Now, in India about 40 per cent TV sets are capable of receiving about 14 channels only. Though such TV sets can be upgraded to receive 80-odd channels by buying a box that now costs approximately RS 1,500. Have all the TV sets been upgraded at a low cost? No. If that has not happened, then I don't foresee a sizeable C&S homes in the metros also going in for STBs for CAS at a higher price.

"If CAS happens and cable operators' declaration increases suddenly, it would mean that they have been cheating the government also of entertainment taxes for so many years."

What you are saying that Indians would not cough up anything extra for conditional access. Right?

If the government is saying that the consumer is under threat of rising cable subscription rates, which are still much low in India compared to other countries, then how is it being assumed that the same consumer will fork out more money for STBs? Those who will, anyway have the purchasing power to pay a monthly cable fee of RS 400, for example.


Moreover, you cannot draw out conditional access based on geographical conditions where a Delhi subscriber will pay one price and neighbouring Gurgaon will pay another price just because CAS is not to be implemented there. I also don't see any reason for the government pushing CAS. Why is it doing so?

"If there is no uniformity, what is the incentive for the government to push through CAS?"

The government's stand is that it had to step in because the consumer was feeling cheated because of the rising cable subscription fee. Don't you feel that government ought to play such a role?

I have always maintained that government should not control prices. And if it has to do that, it should be done uniformly all over the country. For instance, in a bid to make drugs affordable to the masses, the government has the drug price control order applicable all over the country which aims at compelling multinational pharmaceutical companies to have different and lower pricing schemes for the Indian masses (compared to other parts of the world). This is because it is the government's view that they do not have adequate purchasing power to buy expensive drugs. But in the case of CAS, it is not so. There is no uniformity.


By seeking to implement CAS, does the government want to say it cares for the cable TV consumers of Kolkata and Delhi and not for those living in other cities like Pune? You cannot have different rights for people in different parts of the country. If there is no uniformity, tell me what is the incentive for the government to push through CAS? Again, if the government is going in for some price control in one industry, why isn't it doing so in, say, the auto sector? Such things are best left to market forces and the market should determine pricing, not the government.
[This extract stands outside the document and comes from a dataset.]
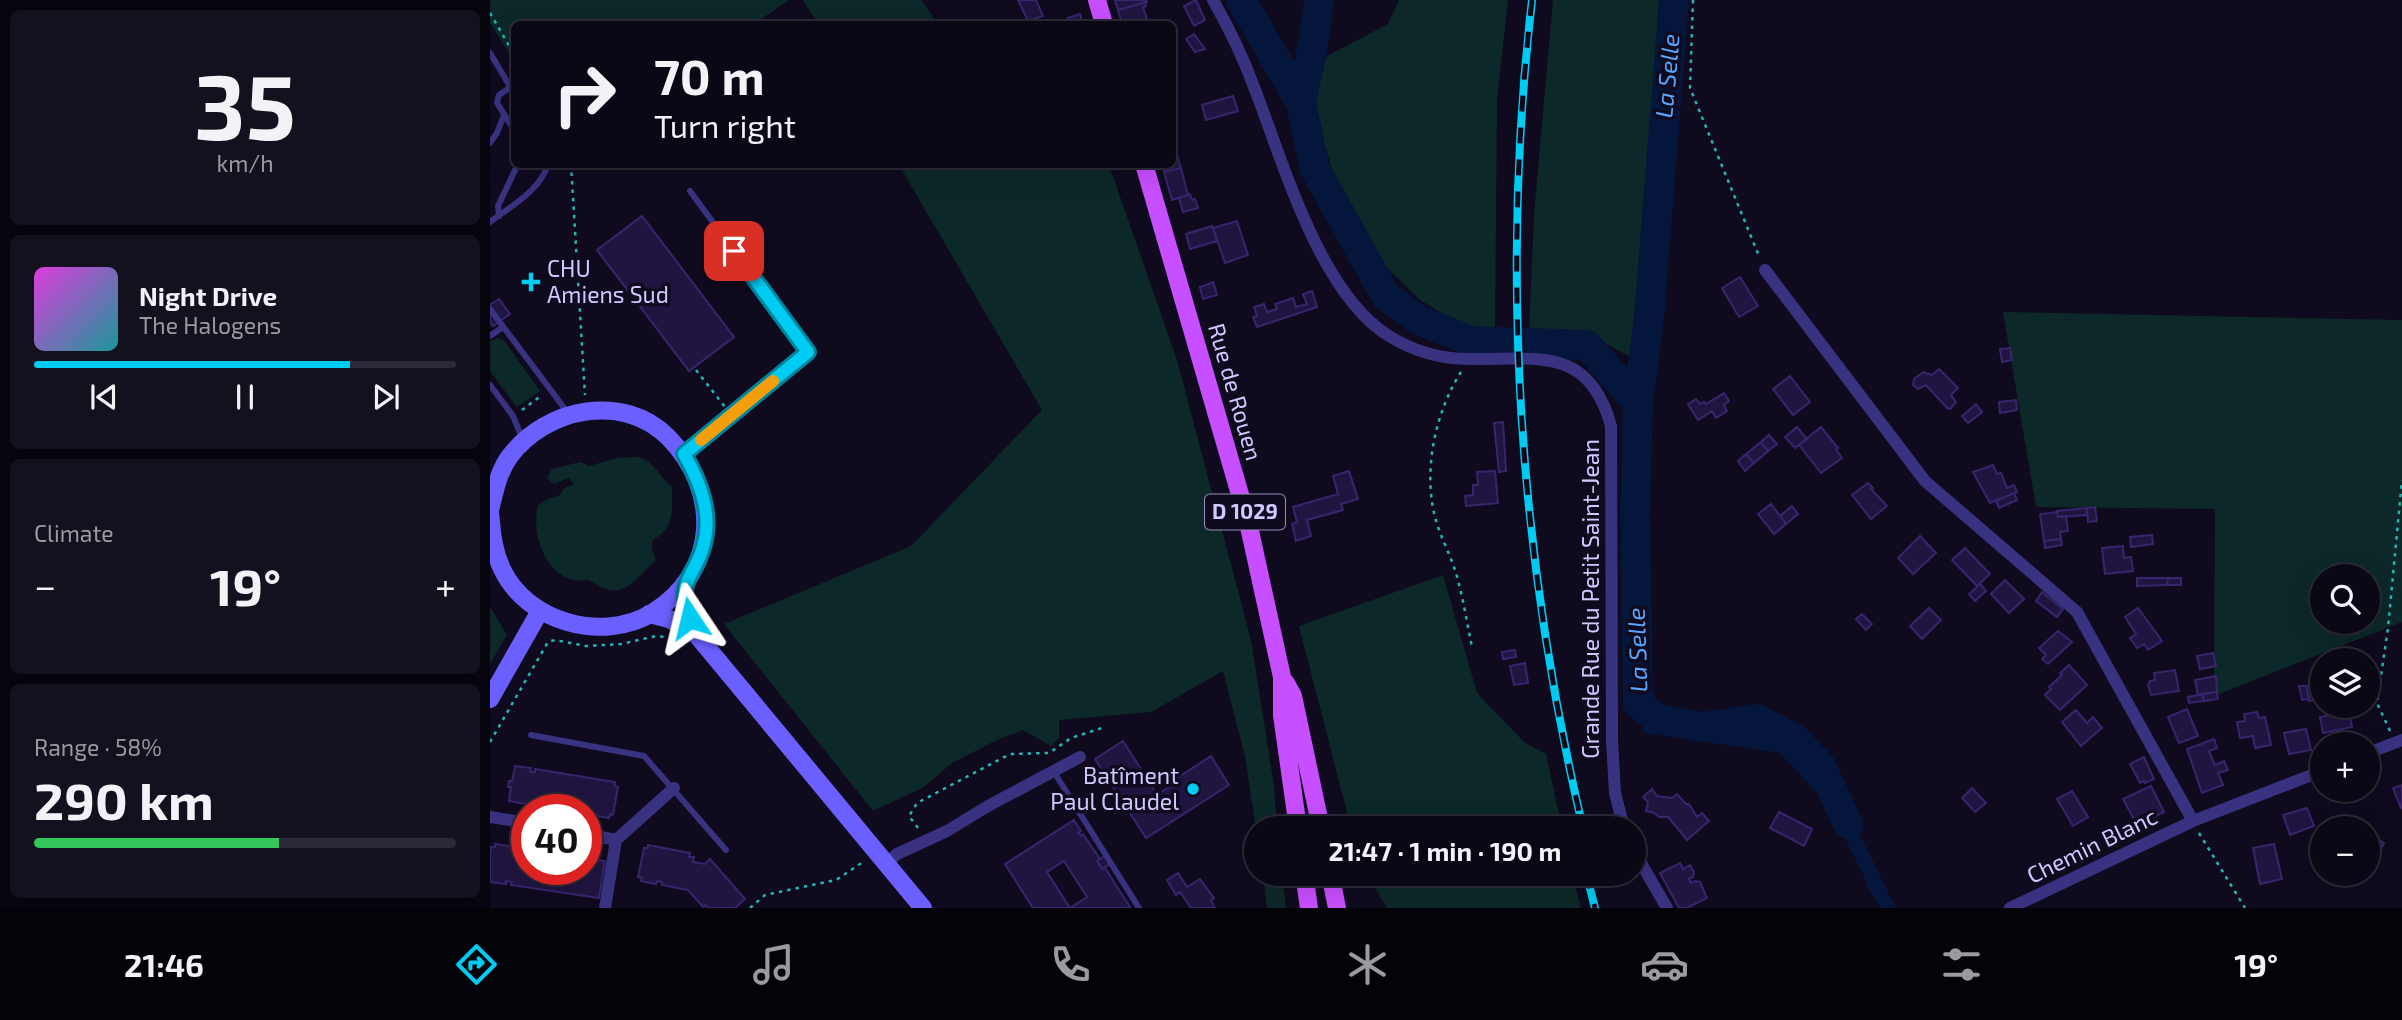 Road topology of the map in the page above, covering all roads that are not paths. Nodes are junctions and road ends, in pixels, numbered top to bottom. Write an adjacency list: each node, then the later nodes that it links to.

"I have always maintained that government should not control prices. If it has to do that, it should be done uniformly all over the country."

But if that is so, why has the industry hailed CAS as revolutionary?

Every involved party of the industry has its own reasons to do such things. The broadcasters have hailed this, because they feel the cable operators are not giving them the due share of subscription money. Similarly, others stakeholders like MSOs and cable operators too have their own reasons to support CAS. Moreover, if CAS happens and cable operators' declaration increases suddenly, then that would mean that they have been cheating the government also of entertainment taxes for so many years. Would cable operators, in such a scenario, get general amnesty? It may not happen, but sudden increase in declaration by cable operators does increase their chances of being prosecuted by the government also. So, this talk about CAS is all but sexy talk, a dream. And nothing else, I feel.